Provided records -
=== Begin Enclosure ===
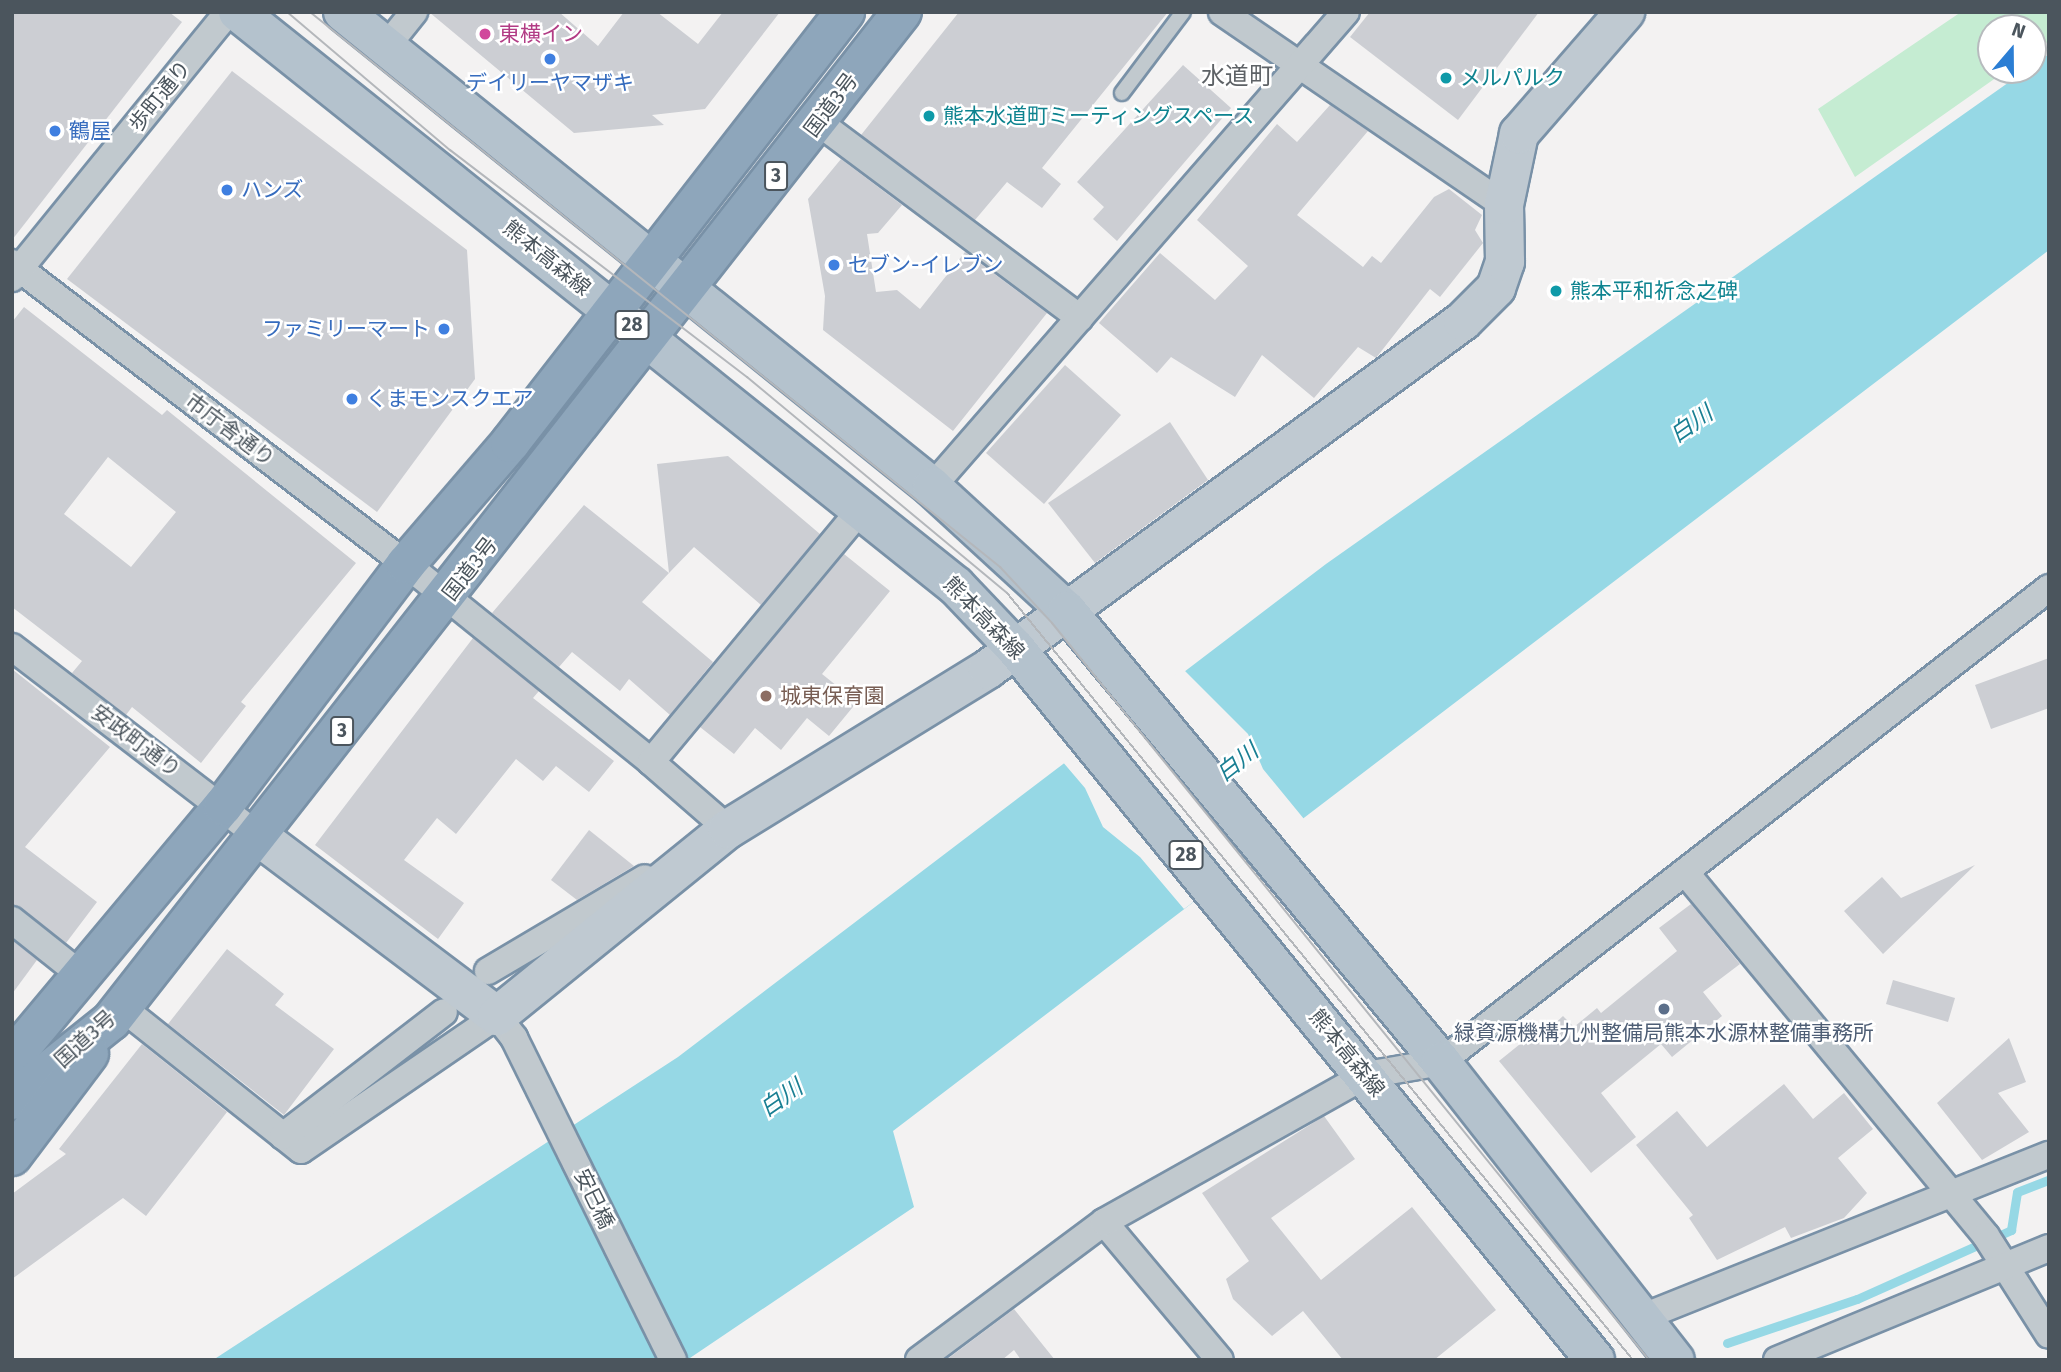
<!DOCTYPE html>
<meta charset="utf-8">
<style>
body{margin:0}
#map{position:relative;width:2061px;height:1372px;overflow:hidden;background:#f3f2f2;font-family:"Fira Sans","Noto Sans JP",sans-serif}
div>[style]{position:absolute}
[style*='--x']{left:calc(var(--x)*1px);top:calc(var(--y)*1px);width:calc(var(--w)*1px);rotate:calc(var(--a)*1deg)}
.green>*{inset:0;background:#c5ecd2}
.water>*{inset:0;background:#96d8e5}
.pier>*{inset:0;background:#f3f2f2}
.stream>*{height:9px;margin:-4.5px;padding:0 4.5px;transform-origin:4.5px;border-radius:4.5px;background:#96d8e5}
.building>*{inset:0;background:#ccced3}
.roads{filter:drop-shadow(2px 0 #7991a7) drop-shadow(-2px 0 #7991a7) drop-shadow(0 2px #7991a7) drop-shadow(0 -2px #7991a7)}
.lane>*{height:14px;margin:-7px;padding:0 7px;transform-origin:7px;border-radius:7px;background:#c1c9ce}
.street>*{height:26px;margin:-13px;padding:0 13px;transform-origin:13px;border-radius:13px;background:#c1c9ce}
.secondary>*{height:38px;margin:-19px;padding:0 19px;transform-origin:19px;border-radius:19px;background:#bfc9d1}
.primary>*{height:38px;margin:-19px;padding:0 19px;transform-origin:19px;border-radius:19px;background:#b4c2cd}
.highway>*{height:38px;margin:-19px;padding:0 19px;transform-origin:19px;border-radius:19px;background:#8ea6bb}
.tram>*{height:2px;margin:-1px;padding:0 1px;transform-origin:1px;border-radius:1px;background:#b4b7bb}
.dots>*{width:19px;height:19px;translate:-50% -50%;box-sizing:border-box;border:4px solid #fff;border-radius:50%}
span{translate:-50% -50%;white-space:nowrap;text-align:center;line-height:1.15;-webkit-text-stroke:5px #fff;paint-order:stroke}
.shield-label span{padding:2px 5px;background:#fff;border:2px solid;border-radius:5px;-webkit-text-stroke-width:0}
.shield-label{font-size:19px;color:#4b555d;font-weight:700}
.hotel-label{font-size:21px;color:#b23c85}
.left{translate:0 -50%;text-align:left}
.culture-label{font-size:21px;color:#0d838f}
.shop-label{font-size:21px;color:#366cbe}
.right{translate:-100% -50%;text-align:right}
.street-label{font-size:21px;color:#4b555d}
.education-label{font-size:21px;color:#785e54}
.service-label{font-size:21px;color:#4e5e75}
.water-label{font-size:23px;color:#197f93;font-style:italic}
.quarter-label{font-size:24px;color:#5e6266}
.frame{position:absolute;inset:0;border:14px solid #4b555d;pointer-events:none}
.north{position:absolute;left:1977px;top:14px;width:70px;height:70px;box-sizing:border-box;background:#fff;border:2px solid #b7bbbe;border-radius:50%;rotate:20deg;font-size:19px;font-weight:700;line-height:28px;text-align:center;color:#4b555d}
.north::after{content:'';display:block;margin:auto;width:24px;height:32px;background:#2b7ed4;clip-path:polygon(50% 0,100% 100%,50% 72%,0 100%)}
</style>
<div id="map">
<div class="green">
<i style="clip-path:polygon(1961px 12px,2049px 12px,2049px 41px,2033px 52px,2033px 28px,1991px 28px,1991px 70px,2007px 70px,1855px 177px,1818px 109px)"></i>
</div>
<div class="water">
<i style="clip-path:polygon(2049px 54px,2049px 250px,893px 1131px,914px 1207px,687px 1360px,213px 1360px,678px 1057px,1326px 564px)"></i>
</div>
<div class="pier">
<i style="clip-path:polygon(1183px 669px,1248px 734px,1263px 769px,1304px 819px,1184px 909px,1140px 857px,1103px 827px,1085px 788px,1062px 761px)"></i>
</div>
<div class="stream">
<i style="--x:1727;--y:1343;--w:137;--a:-18.7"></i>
<i style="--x:1857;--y:1299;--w:169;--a:-24.1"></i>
<i style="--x:2011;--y:1230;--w:38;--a:-81"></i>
<i style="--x:2017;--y:1192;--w:34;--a:-21"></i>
</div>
<div class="building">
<i style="clip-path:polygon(12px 12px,169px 12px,182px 22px,12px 240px)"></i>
<i style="clip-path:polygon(429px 12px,559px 12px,598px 46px,624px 12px,657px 12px,698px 44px,723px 12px,780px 12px,705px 109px,652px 115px,664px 125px,574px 133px)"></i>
<i style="clip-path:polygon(959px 12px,1168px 12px,1042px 168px,1061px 184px,1042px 208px,1007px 182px,975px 220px,861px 135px)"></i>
<i style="clip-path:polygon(1370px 12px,1539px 12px,1458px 120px,1350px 37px)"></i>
<i style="clip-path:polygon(1183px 65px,1231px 108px,1117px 241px,1093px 219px,1104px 207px,1077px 182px)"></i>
<i style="clip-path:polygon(232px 71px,467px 250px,475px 379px,377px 512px,67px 279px)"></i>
<i style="clip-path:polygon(1330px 105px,1368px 131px,1297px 215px,1363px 267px,1372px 256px,1381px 263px,1434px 197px,1449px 189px,1482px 215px,1475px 230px,1483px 243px,1440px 297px,1430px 289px,1376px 358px,1358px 347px,1314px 398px,1262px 355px,1235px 397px,1171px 357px,1157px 373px,1099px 323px,1160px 253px,1215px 300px,1248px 266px,1197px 220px,1277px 124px,1297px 142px)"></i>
<i style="clip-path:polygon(841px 159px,902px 205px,878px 233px,867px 234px,876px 292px,897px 290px,920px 309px,965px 252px,1047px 313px,953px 431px,823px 330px,825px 296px,808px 199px)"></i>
<i style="clip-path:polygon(evenodd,24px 307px,162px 415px,167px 410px,356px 563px,241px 702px,246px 706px,201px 763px,132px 707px,126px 715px,72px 673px,82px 661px,12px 607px,12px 322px,24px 307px,108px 457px,176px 512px,131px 567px,64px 514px,108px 457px)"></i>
<i style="clip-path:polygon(1065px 365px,1121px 415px,1044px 504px,986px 453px)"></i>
<i style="clip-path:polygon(1170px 422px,1208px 480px,1095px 563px,1048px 503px)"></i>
<i style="clip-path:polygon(728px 456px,820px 534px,761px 605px,694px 547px,669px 573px,657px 464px)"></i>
<i style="clip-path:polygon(584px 505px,669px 573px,642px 602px,713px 662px,670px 715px,629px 679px,620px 691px,572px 652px,559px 667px,492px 613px)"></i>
<i style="clip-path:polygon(844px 554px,890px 591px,822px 674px,857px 702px,829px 736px,807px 718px,781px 750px,755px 728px,734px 754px,700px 727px)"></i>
<i style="clip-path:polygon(473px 638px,539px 691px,533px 698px,614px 761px,589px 792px,556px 766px,543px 781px,516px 759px,456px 834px,437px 818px,404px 860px,464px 903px,438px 939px,315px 845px)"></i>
<i style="clip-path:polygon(2049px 658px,2049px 708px,1991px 729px,1975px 685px)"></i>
<i style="clip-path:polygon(12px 669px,110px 747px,25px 847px,97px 902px,66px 943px,12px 905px)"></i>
<i style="clip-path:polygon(589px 830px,634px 866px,577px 900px,551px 880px)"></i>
<i style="clip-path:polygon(1975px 865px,1883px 954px,1844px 911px,1882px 877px,1901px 898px)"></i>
<i style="clip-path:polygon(1691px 904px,1740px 964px,1703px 992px,1722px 1016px,1672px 1057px,1661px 1044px,1601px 1093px,1636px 1137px,1591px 1173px,1499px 1061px,1545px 1024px,1549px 1029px,1563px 1016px,1574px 1027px,1597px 1008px,1601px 1013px,1677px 951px,1659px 928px)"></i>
<i style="clip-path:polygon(12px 940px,37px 960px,12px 994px)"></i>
<i style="clip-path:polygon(227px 949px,284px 994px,275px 1005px,334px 1049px,284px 1115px,168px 1024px)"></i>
<i style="clip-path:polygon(1893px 980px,1955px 998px,1948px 1022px,1886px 1004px)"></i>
<i style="clip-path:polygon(2009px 1038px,2026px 1082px,1998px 1093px,2029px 1132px,1982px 1160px,1937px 1103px)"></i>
<i style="clip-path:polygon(142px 1044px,227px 1112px,146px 1216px,123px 1198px,12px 1279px,12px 1194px,66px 1154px,59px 1149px)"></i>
<i style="clip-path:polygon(1784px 1084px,1813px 1119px,1844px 1093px,1873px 1129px,1838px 1158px,1867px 1193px,1844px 1218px,1791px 1238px,1785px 1227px,1717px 1260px,1689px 1218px,1693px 1215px,1636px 1145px,1677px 1111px,1707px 1147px)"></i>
<i style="clip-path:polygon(1324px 1116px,1355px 1159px,1271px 1218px,1321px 1280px,1412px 1207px,1496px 1310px,1434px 1360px,1343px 1360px,1303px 1311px,1272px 1336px,1233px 1299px,1226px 1279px,1249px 1261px,1202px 1193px)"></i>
<i style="clip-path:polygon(1014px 1309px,1055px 1360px,1021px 1360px,1014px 1350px,1002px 1360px,946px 1360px)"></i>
</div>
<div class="roads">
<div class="lane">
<i style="--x:1122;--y:93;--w:101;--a:-53"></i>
</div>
<div class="street">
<i style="--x:1222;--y:12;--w:342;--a:34.4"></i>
<i style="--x:386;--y:47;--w:45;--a:-51.3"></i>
<i style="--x:818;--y:122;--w:327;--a:36.8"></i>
<i style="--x:12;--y:263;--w:496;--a:37.4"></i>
<i style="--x:406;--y:564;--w:315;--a:38.9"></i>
<i style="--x:651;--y:762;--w:102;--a:41"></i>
<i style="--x:728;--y:829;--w:16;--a:150"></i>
<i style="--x:12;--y:278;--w:343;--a:-50.9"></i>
<i style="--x:932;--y:487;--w:630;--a:-48.93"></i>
<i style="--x:12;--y:647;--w:310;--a:37.5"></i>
<i style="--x:651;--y:762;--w:329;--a:-50.3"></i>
<i style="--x:1685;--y:872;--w:472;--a:50.4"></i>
<i style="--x:1986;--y:1236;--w:117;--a:57.5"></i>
<i style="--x:12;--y:920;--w:93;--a:38.5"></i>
<i style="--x:488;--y:971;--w:182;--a:-30.6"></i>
<i style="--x:120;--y:1006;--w:231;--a:38.5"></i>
<i style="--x:301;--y:1150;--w:237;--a:-34.4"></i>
<i style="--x:497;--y:1016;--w:28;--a:52"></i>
<i style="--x:514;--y:1038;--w:359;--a:63.7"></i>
<i style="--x:283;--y:1136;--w:203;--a:-37.6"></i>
<i style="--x:1104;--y:1222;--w:180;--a:50"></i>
<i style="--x:1643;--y:1317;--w:437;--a:-21.8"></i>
<i style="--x:919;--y:1360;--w:231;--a:-36.7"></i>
<i style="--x:1104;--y:1222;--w:300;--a:-29.3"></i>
<i style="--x:1366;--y:1075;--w:76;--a:-9.8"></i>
<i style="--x:1441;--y:1062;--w:771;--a:-37.94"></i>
<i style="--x:1777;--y:1360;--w:294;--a:-22.4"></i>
</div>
<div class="secondary">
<i style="--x:258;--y:836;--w:299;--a:37"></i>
<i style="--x:497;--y:1016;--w:297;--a:-39"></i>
<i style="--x:728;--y:829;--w:305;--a:-31.6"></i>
<i style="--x:988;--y:669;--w:589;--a:-36.23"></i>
<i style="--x:1463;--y:321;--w:47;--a:-45"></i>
<i style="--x:1496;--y:288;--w:28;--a:-71"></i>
<i style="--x:1505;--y:262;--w:57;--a:-91"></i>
<i style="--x:1504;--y:205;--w:73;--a:-78.1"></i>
<i style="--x:1519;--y:134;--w:162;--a:-49"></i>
</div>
<div class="primary">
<i style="--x:238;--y:12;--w:919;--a:38.64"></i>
<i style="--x:956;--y:586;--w:87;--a:46.4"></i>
<i style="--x:1016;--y:649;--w:917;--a:50.84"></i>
<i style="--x:343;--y:12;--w:757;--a:38.88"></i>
<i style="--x:932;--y:487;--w:183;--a:42.6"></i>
<i style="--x:1067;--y:611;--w:586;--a:50.33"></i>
<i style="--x:1441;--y:1062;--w:379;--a:51.9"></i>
</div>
<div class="highway">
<i style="--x:12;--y:1058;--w:329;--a:-50.1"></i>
<i style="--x:223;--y:806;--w:303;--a:-52.9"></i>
<i style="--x:406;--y:564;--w:160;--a:-49.3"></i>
<i style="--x:510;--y:443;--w:546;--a:-52.14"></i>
<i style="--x:12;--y:1100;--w:127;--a:-38.6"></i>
<i style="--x:111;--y:1021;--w:1282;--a:-51.91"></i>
<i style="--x:12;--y:1156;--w:128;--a:-53"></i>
</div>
</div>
<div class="tram">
<i style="--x:287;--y:12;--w:214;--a:40.3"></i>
<i style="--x:450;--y:150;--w:374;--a:37.4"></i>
<i style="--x:747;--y:377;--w:338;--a:39.7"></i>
<i style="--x:1007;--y:593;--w:990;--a:50.78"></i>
<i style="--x:310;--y:12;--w:886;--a:38.81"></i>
<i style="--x:1000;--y:567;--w:76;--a:47.1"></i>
<i style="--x:1052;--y:623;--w:948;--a:50.99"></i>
</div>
<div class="dots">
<i style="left:485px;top:34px;background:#d1479c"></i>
<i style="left:550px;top:59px;background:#3f7fe0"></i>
<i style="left:1446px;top:78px;background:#0f9aa8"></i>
<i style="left:929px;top:116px;background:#0f9aa8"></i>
<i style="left:55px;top:131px;background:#3f7fe0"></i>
<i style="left:227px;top:190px;background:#3f7fe0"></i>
<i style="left:834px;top:265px;background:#3f7fe0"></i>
<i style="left:1556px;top:291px;background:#0f9aa8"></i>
<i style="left:444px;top:329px;background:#3f7fe0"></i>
<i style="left:352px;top:399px;background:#3f7fe0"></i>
<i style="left:766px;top:696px;background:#8d6e63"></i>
<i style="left:1664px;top:1009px;background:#5c6f8a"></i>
</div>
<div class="shield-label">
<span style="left:776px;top:176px">3</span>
<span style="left:632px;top:325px">28</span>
<span style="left:342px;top:731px">3</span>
<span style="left:1186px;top:855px">28</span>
</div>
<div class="hotel-label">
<span class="left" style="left:499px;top:34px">東横イン</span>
</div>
<div class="culture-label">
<span class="left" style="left:1460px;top:78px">メルパルク</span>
<span class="left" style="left:943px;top:116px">熊本水道町ミーティングスペース</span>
<span class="left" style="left:1570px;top:291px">熊本平和祈念之碑</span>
</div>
<div class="shop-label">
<span style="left:550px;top:83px">デイリーヤマザキ</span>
<span class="left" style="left:69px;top:131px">鶴屋</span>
<span class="left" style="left:241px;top:190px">ハンズ</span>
<span class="left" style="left:848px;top:265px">セブン-イレブン</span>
<span class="right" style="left:430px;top:329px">ファミリーマート</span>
<span class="left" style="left:366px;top:399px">くまモンスクエア</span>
</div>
<div class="street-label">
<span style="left:160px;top:96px;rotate:-51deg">歩町通り</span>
<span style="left:831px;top:105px;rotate:-53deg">国道3号</span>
<span style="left:547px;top:258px;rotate:39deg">熊本高森線</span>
<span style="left:230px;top:430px;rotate:37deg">市庁舎通り</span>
<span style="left:470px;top:569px;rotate:-52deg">国道3号</span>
<span style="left:984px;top:618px;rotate:46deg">熊本高森線</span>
<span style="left:136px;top:741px;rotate:37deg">安政町通り</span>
<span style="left:85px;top:1039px;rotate:-42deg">国道3号</span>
<span style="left:1347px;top:1053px;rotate:51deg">熊本高森線</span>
<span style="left:594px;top:1199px;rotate:64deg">安巳橋</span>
</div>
<div class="education-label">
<span class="left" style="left:780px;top:696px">城東保育園</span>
</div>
<div class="service-label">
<span style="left:1664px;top:1033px">緑資源機構九州整備局熊本水源林整備事務所</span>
</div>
<div class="water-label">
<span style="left:1691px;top:424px;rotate:-35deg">白川</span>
<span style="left:1237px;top:762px;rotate:-38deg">白川</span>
<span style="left:781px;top:1098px;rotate:-35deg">白川</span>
</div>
<div class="quarter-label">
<span style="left:1237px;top:77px">水道町</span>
</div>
<div class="frame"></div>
<div class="north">N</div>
</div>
=== End Enclosure ===
Work order - Give again exactly the lines running from the beginning of the material above through the line that contains "0 #7991a7) drop-shadow(-2px", and leave out every picture.

Task result -
<!DOCTYPE html>
<meta charset="utf-8">
<style>
body{margin:0}
#map{position:relative;width:2061px;height:1372px;overflow:hidden;background:#f3f2f2;font-family:"Fira Sans","Noto Sans JP",sans-serif}
div>[style]{position:absolute}
[style*='--x']{left:calc(var(--x)*1px);top:calc(var(--y)*1px);width:calc(var(--w)*1px);rotate:calc(var(--a)*1deg)}
.green>*{inset:0;background:#c5ecd2}
.water>*{inset:0;background:#96d8e5}
.pier>*{inset:0;background:#f3f2f2}
.stream>*{height:9px;margin:-4.5px;padding:0 4.5px;transform-origin:4.5px;border-radius:4.5px;background:#96d8e5}
.building>*{inset:0;background:#ccced3}
.roads{filter:drop-shadow(2px 0 #7991a7) drop-shadow(-2px 0 #7991a7) drop-shadow(0 2px #7991a7) drop-shadow(0 -2px #7991a7)}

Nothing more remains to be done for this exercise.